Carbon Monoxide Alleviates Cardiomyocyte Pyroptosis in Diabetic Cardiomyopathy by Downregulating the IL-33/ST2L Axis.

OBJECTIVES: This study aimed to investigate whether carbon monoxide (CO) can alleviate cardiomyocyte pyroptosis by downregulating the IL-33/ST2L axis in diabetic cardiomyopathy (DCM). METHODS: The diabetic mouse model was established and treated with CO-releasing molecule-2 (CORM-2) or invalid CORM-2 (iCORM-2). For in vitro studies, cardiomyocytes were treated with high glucose (HG).
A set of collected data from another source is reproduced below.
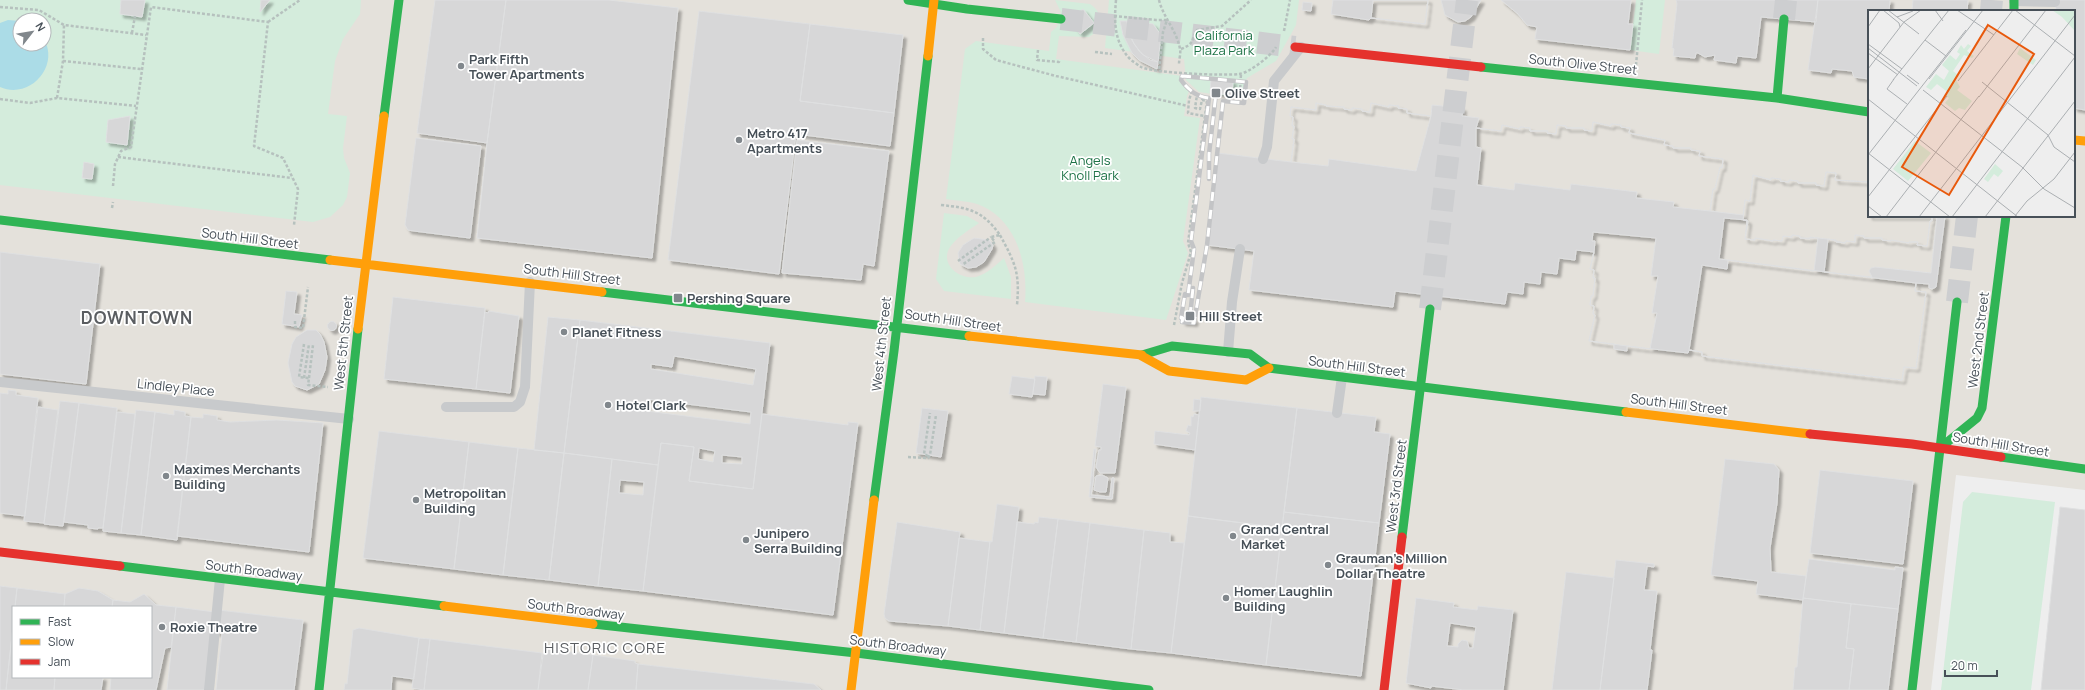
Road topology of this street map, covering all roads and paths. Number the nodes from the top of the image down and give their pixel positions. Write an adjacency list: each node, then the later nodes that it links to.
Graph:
1 (300, 0): 18 (path)
2 (399, 0): 63 (main road, West 5th Street)
3 (908, 0): 10 (main road)
4 (1116, 0): 14 (path)
5 (1159, 0): 17 (path)
6 (1251, 0): 26 (path)
7 (1290, 0): 20 (path)
8 (1642, 0): 36 (path)
9 (2014, 0): 11 (lane)
10 (934, 2): 15 (main road); 74 (main road, West 4th Street)
11 (2055, 2)
12 (0, 6): 19 (path)
13 (135, 16): 21 (path)
14 (1114, 16): 17 (path); 34 (path)
15 (1061, 19)
16 (1784, 19): 41 (main road)
17 (1167, 20): 26 (path); 34 (path)
18 (268, 22): 22 (path); 51 (path)
19 (64, 25): 21 (path); 31 (path)
20 (1283, 32)
21 (132, 33): 22 (path)
22 (146, 35): 33 (path)
23 (982, 38): 44 (path)
24 (1277, 44): 35 (path)
25 (1298, 47): 36 (main road, South Olive Street); 50 (lane)
26 (1181, 49): 32 (path)
27 (1038, 50): 30 (path)
28 (1094, 52): 29 (path)
29 (1112, 54)
30 (1059, 60)
31 (63, 61): 33 (path); 40 (path)
32 (1179, 64)
33 (141, 69): 43 (path)
34 (1159, 71): 35 (path)
35 (1240, 74): 37 (path)
36 (1635, 83): 41 (main road, South Olive Street)
37 (1232, 90)
38 (1192, 91): 44 (path)
39 (1197, 96): 46 (path)
40 (57, 98): 42 (path); 43 (path)
41 (1777, 98): 45 (main road, South Olive Street)
42 (0, 99)
43 (136, 106): 49 (path)
44 (1188, 106): 46 (path)
45 (1868, 112)
46 (1204, 116): 73 (path)
47 (2075, 140): 48 (main road)
48 (2085, 141)
49 (118, 157): 51 (path); 52 (path)
50 (1262, 159)
51 (292, 178): 58 (path)
52 (113, 186)
53 (112, 202): 55 (path)
54 (941, 205): 59 (path)
55 (112, 208)
56 (2006, 217): 92 (main road, West 2nd Street)
57 (0, 220): 63 (main road, South Hill Street)
58 (294, 225)
59 (1000, 235): 60 (path); 69 (path)
60 (991, 237): 62 (path); 64 (path)
61 (1240, 249): 78 (lane)
62 (958, 261)
63 (366, 263): 65 (main road, South Hill Street); 91 (main road, West 5th Street)
64 (962, 265)
65 (530, 282): 74 (main road, South Hill Street); 87 (lane)
66 (308, 287): 72 (path)
67 (1957, 302): 92 (main road, West 2nd Street)
68 (1197, 303): 71 (path)
69 (1018, 305)
70 (1430, 309): 86 (main road, West 3rd Street)
71 (1195, 318)
72 (295, 321)
73 (1174, 325)
74 (896, 326): 79 (main road, South Hill Street); 99 (main road, West 4th Street)
75 (304, 344): 82 (path)
76 (309, 344): 82 (path)
77 (313, 345): 83 (path)
78 (1228, 352): 79 (main road, South Hill Street); 80 (main road, South Hill Street)
79 (1140, 355): 80 (main road, South Hill Street)
80 (1269, 368): 81 (main road, South Hill Street)
81 (1342, 377): 86 (main road, South Hill Street); 89 (lane)
82 (304, 378): 83 (path)
83 (309, 378): 85 (path)
84 (0, 382): 91 (lane, Lindley Place)
85 (328, 387)
86 (1421, 387): 92 (main road, South Hill Street); 106 (main road, West 3rd Street)
87 (446, 407)
88 (930, 413): 93 (path)
89 (1337, 413)
90 (936, 415): 93 (path)
91 (349, 419): 98 (main road, West 5th Street)
92 (1940, 448): 95 (main road, South Hill Street); 107 (main road, West 2nd Street)
93 (928, 456): 94 (path)
94 (908, 457)
95 (2085, 469)
96 (0, 552): 97 (main road, South Broadway)
97 (220, 579): 98 (main road, South Broadway); 101 (lane)
98 (329, 591): 99 (main road, South Broadway); 102 (main road, West 5th Street)
99 (856, 653): 100 (main road, South Broadway); 103 (main road, West 4th Street)
100 (1044, 677): 104 (lane); 105 (main road, South Broadway)
101 (209, 690)
102 (319, 690)
103 (851, 690)
104 (1042, 690)
105 (1149, 690)
106 (1384, 690)
107 (1912, 690)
RESULTS: The HG-treated cardiomyocytes exhibited increased IL-33, ST2L, and pyroptosis-related protein expression compared with that in the control group (p < 0.05). Treatment with recombinant IL-33 further increased the expression of HG-induced pyroptosis-related proteins (p < 0.05). Compared with control mice, DCM mice showed reduced cardiac function and elevated expression of IL-33, ST2L, and pyroptosis-related proteins (p < 0.01). Intervention with CORM-2 ameliorated cardiac injury, and decreased the expression of IL-33, ST2L, and pyroptosis-related proteins in vivo and in vitro (p < 0.05). However, iCORM-2 had no effect both in vivo and in vitro. CONCLUSIONS: In conclusion, CO may inhibit cardiomyocyte pyroptosis by downregulating the IL-33/ST2L axis in DCM mice.